**Available data:**
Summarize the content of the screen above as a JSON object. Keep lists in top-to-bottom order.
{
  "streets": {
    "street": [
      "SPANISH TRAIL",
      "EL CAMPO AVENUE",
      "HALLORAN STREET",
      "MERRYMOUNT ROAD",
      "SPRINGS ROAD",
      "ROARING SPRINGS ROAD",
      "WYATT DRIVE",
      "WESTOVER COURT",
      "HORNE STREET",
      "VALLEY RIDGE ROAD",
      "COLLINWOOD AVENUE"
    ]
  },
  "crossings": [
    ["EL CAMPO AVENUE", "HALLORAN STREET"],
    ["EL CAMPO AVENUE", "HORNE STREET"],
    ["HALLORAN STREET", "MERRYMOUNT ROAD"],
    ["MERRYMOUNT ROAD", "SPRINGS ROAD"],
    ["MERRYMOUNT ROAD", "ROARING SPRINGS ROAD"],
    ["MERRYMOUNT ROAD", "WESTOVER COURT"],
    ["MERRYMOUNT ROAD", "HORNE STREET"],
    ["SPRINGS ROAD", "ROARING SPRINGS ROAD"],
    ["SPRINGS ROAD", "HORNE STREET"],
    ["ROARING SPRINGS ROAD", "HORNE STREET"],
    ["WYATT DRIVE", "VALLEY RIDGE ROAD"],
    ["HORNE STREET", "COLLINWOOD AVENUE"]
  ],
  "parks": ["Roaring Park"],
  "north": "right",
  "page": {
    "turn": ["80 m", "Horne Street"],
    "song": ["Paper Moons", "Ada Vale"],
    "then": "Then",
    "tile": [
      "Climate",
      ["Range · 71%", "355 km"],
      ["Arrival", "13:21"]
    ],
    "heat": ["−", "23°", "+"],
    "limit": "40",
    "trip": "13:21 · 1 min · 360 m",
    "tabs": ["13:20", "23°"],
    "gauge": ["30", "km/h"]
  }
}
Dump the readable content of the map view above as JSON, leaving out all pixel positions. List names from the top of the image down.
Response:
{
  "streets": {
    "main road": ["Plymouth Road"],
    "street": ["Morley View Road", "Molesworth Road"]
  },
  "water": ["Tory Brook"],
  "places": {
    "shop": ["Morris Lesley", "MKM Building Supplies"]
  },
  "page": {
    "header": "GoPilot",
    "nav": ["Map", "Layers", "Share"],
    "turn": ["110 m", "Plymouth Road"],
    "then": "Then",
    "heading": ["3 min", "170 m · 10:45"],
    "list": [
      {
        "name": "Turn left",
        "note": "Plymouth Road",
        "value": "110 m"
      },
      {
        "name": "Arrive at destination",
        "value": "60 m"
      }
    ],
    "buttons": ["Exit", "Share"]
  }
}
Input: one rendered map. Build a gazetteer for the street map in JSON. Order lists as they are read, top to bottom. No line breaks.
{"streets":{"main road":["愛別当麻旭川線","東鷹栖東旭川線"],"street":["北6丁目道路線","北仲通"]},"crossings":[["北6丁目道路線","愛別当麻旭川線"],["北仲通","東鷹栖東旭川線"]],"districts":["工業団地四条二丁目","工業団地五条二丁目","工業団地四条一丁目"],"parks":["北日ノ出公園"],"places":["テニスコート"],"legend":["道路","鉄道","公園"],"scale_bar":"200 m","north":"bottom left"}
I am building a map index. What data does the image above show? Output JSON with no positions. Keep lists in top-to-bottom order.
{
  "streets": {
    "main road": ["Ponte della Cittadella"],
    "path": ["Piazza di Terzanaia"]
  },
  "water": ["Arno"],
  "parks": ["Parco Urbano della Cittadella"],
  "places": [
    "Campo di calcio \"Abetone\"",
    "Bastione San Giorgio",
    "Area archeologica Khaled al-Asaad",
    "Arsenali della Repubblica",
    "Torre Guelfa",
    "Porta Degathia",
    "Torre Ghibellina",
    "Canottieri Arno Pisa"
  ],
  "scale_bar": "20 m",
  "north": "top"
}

**Problem statement:** Give back the full listing exactly as it stands above.

**Response to this task:**
Summarize the content of the screen above as a JSON object. Keep lists in top-to-bottom order.
{
  "streets": {
    "street": [
      "SPANISH TRAIL",
      "EL CAMPO AVENUE",
      "HALLORAN STREET",
      "MERRYMOUNT ROAD",
      "SPRINGS ROAD",
      "ROARING SPRINGS ROAD",
      "WYATT DRIVE",
      "WESTOVER COURT",
      "HORNE STREET",
      "VALLEY RIDGE ROAD",
      "COLLINWOOD AVENUE"
    ]
  },
  "crossings": [
    ["EL CAMPO AVENUE", "HALLORAN STREET"],
    ["EL CAMPO AVENUE", "HORNE STREET"],
    ["HALLORAN STREET", "MERRYMOUNT ROAD"],
    ["MERRYMOUNT ROAD", "SPRINGS ROAD"],
    ["MERRYMOUNT ROAD", "ROARING SPRINGS ROAD"],
    ["MERRYMOUNT ROAD", "WESTOVER COURT"],
    ["MERRYMOUNT ROAD", "HORNE STREET"],
    ["SPRINGS ROAD", "ROARING SPRINGS ROAD"],
    ["SPRINGS ROAD", "HORNE STREET"],
    ["ROARING SPRINGS ROAD", "HORNE STREET"],
    ["WYATT DRIVE", "VALLEY RIDGE ROAD"],
    ["HORNE STREET", "COLLINWOOD AVENUE"]
  ],
  "parks": ["Roaring Park"],
  "north": "right",
  "page": {
    "turn": ["80 m", "Horne Street"],
    "song": ["Paper Moons", "Ada Vale"],
    "then": "Then",
    "tile": [
      "Climate",
      ["Range · 71%", "355 km"],
      ["Arrival", "13:21"]
    ],
    "heat": ["−", "23°", "+"],
    "limit": "40",
    "trip": "13:21 · 1 min · 360 m",
    "tabs": ["13:20", "23°"],
    "gauge": ["30", "km/h"]
  }
}
Dump the readable content of the map view above as JSON, leaving out all pixel positions. List names from the top of the image down.
Response:
{
  "streets": {
    "main road": ["Plymouth Road"],
    "street": ["Morley View Road", "Molesworth Road"]
  },
  "water": ["Tory Brook"],
  "places": {
    "shop": ["Morris Lesley", "MKM Building Supplies"]
  },
  "page": {
    "header": "GoPilot",
    "nav": ["Map", "Layers", "Share"],
    "turn": ["110 m", "Plymouth Road"],
    "then": "Then",
    "heading": ["3 min", "170 m · 10:45"],
    "list": [
      {
        "name": "Turn left",
        "note": "Plymouth Road",
        "value": "110 m"
      },
      {
        "name": "Arrive at destination",
        "value": "60 m"
      }
    ],
    "buttons": ["Exit", "Share"]
  }
}
Input: one rendered map. Build a gazetteer for the street map in JSON. Order lists as they are read, top to bottom. No line breaks.
{"streets":{"main road":["愛別当麻旭川線","東鷹栖東旭川線"],"street":["北6丁目道路線","北仲通"]},"crossings":[["北6丁目道路線","愛別当麻旭川線"],["北仲通","東鷹栖東旭川線"]],"districts":["工業団地四条二丁目","工業団地五条二丁目","工業団地四条一丁目"],"parks":["北日ノ出公園"],"places":["テニスコート"],"legend":["道路","鉄道","公園"],"scale_bar":"200 m","north":"bottom left"}
I am building a map index. What data does the image above show? Output JSON with no positions. Keep lists in top-to-bottom order.
{
  "streets": {
    "main road": ["Ponte della Cittadella"],
    "path": ["Piazza di Terzanaia"]
  },
  "water": ["Arno"],
  "parks": ["Parco Urbano della Cittadella"],
  "places": [
    "Campo di calcio \"Abetone\"",
    "Bastione San Giorgio",
    "Area archeologica Khaled al-Asaad",
    "Arsenali della Repubblica",
    "Torre Guelfa",
    "Porta Degathia",
    "Torre Ghibellina",
    "Canottieri Arno Pisa"
  ],
  "scale_bar": "20 m",
  "north": "top"
}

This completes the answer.